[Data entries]
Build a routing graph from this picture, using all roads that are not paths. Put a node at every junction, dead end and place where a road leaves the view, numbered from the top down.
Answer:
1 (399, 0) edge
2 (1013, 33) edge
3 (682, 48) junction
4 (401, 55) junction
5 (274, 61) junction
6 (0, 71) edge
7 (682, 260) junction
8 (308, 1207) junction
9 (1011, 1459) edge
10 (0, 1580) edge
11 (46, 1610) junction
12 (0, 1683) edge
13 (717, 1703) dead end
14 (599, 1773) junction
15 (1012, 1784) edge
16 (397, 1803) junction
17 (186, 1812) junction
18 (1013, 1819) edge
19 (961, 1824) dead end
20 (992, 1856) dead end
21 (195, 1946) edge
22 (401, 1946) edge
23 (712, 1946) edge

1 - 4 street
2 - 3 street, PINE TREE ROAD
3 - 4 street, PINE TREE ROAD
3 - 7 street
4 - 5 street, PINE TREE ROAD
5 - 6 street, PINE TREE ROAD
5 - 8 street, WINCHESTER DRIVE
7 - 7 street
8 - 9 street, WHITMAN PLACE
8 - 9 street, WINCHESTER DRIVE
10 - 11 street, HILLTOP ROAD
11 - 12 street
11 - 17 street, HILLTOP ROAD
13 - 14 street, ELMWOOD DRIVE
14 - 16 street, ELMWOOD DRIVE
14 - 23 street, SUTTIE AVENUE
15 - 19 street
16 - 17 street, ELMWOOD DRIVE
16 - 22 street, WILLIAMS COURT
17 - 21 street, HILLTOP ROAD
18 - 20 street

**GOAL OF THE EXERCISE**
What is needed is an exact copy of every record above.

**PROBLEM SOLUTION**
Build a routing graph from this picture, using all roads that are not paths. Put a node at every junction, dead end and place where a road leaves the view, numbered from the top down.
Answer:
1 (399, 0) edge
2 (1013, 33) edge
3 (682, 48) junction
4 (401, 55) junction
5 (274, 61) junction
6 (0, 71) edge
7 (682, 260) junction
8 (308, 1207) junction
9 (1011, 1459) edge
10 (0, 1580) edge
11 (46, 1610) junction
12 (0, 1683) edge
13 (717, 1703) dead end
14 (599, 1773) junction
15 (1012, 1784) edge
16 (397, 1803) junction
17 (186, 1812) junction
18 (1013, 1819) edge
19 (961, 1824) dead end
20 (992, 1856) dead end
21 (195, 1946) edge
22 (401, 1946) edge
23 (712, 1946) edge

1 - 4 street
2 - 3 street, PINE TREE ROAD
3 - 4 street, PINE TREE ROAD
3 - 7 street
4 - 5 street, PINE TREE ROAD
5 - 6 street, PINE TREE ROAD
5 - 8 street, WINCHESTER DRIVE
7 - 7 street
8 - 9 street, WHITMAN PLACE
8 - 9 street, WINCHESTER DRIVE
10 - 11 street, HILLTOP ROAD
11 - 12 street
11 - 17 street, HILLTOP ROAD
13 - 14 street, ELMWOOD DRIVE
14 - 16 street, ELMWOOD DRIVE
14 - 23 street, SUTTIE AVENUE
15 - 19 street
16 - 17 street, ELMWOOD DRIVE
16 - 22 street, WILLIAMS COURT
17 - 21 street, HILLTOP ROAD
18 - 20 street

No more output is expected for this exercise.